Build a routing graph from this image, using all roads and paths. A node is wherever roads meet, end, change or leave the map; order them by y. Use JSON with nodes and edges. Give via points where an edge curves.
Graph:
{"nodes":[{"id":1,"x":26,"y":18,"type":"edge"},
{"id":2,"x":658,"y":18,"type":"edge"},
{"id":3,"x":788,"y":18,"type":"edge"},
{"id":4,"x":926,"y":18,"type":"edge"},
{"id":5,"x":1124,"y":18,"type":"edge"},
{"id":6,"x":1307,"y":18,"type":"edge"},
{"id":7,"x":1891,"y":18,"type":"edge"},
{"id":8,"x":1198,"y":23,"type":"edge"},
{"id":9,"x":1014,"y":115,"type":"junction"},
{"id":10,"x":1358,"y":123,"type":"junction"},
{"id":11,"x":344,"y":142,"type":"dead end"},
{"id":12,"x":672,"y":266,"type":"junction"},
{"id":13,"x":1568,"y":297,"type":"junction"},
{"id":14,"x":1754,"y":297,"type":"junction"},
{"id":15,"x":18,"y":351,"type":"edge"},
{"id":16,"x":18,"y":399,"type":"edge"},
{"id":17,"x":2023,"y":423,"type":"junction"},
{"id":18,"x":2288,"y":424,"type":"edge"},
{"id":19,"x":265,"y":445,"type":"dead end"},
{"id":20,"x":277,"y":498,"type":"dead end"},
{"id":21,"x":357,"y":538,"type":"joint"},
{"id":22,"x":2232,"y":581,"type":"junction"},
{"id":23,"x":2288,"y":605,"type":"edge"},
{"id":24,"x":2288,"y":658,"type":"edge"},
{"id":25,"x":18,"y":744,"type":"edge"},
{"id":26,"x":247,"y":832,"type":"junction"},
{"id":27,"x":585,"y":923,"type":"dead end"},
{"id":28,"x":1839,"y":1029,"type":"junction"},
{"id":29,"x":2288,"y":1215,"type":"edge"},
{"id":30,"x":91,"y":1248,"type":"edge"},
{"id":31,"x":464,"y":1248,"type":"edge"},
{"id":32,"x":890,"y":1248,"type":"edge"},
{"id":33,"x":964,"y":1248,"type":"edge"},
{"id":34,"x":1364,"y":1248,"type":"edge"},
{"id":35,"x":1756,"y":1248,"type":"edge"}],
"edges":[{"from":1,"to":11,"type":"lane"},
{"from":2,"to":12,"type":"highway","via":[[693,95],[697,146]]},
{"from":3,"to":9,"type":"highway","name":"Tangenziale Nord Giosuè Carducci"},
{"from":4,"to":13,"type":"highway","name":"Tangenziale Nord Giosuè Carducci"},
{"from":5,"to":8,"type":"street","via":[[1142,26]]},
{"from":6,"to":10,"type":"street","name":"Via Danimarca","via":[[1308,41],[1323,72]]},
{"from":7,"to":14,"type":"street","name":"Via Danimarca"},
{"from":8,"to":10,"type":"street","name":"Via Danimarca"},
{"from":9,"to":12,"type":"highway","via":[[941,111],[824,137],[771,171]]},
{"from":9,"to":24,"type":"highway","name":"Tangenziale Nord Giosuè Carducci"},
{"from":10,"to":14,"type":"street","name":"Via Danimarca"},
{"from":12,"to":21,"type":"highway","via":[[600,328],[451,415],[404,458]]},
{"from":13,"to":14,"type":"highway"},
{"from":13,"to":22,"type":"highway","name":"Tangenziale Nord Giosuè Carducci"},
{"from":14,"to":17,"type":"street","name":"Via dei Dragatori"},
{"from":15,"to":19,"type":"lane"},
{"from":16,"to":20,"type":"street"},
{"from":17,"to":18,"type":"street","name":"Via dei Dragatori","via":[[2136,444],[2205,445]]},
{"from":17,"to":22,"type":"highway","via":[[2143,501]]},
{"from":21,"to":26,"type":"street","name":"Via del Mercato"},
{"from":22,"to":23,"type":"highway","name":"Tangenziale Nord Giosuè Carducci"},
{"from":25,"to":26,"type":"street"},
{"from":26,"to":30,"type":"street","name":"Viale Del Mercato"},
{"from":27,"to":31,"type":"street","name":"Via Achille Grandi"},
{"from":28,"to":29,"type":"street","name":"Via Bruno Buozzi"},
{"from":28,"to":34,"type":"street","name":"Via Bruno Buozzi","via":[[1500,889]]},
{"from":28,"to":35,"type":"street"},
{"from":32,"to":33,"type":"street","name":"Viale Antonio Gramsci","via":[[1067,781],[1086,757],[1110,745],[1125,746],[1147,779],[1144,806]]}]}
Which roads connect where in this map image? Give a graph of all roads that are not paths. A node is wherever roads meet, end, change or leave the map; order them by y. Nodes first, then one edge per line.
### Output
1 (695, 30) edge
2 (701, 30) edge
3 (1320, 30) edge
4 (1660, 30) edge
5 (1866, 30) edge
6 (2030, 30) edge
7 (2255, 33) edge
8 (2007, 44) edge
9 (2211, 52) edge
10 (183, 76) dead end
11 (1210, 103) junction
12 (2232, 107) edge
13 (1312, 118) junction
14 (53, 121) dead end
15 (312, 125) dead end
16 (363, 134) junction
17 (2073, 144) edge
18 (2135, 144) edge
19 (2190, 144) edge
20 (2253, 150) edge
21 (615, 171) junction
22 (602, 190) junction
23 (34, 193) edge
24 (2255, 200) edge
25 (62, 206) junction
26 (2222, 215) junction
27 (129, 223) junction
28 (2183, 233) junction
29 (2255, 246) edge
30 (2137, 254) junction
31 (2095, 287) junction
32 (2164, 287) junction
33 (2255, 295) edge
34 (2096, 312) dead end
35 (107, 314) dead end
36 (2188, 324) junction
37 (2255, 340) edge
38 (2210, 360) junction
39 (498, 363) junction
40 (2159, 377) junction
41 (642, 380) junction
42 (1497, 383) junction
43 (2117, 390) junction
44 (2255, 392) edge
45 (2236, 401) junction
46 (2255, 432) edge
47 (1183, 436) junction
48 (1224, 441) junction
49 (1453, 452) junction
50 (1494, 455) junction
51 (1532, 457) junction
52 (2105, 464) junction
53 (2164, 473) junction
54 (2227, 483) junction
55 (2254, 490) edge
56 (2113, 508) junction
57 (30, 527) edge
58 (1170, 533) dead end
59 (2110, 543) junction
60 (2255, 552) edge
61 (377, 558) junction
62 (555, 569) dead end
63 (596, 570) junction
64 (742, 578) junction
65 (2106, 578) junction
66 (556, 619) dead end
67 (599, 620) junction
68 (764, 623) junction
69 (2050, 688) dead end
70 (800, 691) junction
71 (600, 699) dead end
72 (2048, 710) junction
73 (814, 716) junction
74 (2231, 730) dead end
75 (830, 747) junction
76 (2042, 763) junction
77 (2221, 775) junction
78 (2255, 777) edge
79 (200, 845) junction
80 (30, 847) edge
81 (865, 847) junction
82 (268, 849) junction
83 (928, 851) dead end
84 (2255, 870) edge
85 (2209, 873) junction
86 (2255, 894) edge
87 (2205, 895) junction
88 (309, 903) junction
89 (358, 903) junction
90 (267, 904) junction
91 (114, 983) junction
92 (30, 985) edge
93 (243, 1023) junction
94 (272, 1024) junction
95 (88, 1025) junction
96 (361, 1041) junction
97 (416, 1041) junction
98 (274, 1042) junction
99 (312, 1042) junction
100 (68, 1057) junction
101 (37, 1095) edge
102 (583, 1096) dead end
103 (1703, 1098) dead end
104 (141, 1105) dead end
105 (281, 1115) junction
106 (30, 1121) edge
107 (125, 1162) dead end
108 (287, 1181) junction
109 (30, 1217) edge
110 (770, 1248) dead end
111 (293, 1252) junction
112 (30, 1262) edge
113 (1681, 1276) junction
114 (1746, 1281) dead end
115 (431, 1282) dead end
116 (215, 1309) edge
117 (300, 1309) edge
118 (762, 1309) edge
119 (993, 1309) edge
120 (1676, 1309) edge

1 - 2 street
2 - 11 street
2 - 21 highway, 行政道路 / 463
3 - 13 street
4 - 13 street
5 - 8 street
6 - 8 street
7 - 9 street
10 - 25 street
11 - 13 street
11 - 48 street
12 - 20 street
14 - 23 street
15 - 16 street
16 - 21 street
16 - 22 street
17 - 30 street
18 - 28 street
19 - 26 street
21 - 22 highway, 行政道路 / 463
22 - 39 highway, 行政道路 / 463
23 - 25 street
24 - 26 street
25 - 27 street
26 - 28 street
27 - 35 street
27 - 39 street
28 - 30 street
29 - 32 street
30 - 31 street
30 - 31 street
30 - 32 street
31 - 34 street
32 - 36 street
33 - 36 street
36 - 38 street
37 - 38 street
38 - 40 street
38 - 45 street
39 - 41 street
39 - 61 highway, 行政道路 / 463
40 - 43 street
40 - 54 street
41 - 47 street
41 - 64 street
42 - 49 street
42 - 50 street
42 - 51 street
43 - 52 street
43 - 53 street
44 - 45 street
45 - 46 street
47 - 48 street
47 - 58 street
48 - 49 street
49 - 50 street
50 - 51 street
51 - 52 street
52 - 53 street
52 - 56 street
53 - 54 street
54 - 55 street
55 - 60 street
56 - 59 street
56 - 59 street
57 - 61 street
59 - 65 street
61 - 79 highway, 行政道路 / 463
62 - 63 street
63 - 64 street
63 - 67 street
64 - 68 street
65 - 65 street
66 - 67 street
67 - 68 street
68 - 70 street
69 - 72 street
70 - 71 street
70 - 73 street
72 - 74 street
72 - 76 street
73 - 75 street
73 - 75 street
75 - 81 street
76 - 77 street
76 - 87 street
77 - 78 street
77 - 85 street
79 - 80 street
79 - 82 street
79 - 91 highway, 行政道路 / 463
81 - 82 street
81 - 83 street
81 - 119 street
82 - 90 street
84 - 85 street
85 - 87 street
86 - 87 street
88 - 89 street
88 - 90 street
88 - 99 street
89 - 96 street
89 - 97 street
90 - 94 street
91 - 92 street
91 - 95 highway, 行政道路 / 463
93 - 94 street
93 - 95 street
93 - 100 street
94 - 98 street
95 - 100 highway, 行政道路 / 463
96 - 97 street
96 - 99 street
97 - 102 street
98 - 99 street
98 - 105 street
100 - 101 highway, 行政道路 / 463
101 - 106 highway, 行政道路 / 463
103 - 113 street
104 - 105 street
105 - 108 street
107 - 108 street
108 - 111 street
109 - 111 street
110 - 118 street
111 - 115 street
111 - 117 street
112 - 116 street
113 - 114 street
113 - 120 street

####################

> **Brief**: Scan the data above for the word "Danimarca" and report every line where it is found.

> **Answer to the problem**:
{"from":6,"to":10,"type":"street","name":"Via Danimarca","via":[[1308,41],[1323,72]]},
{"from":7,"to":14,"type":"street","name":"Via Danimarca"},
{"from":8,"to":10,"type":"street","name":"Via Danimarca"},
{"from":10,"to":14,"type":"street","name":"Via Danimarca"},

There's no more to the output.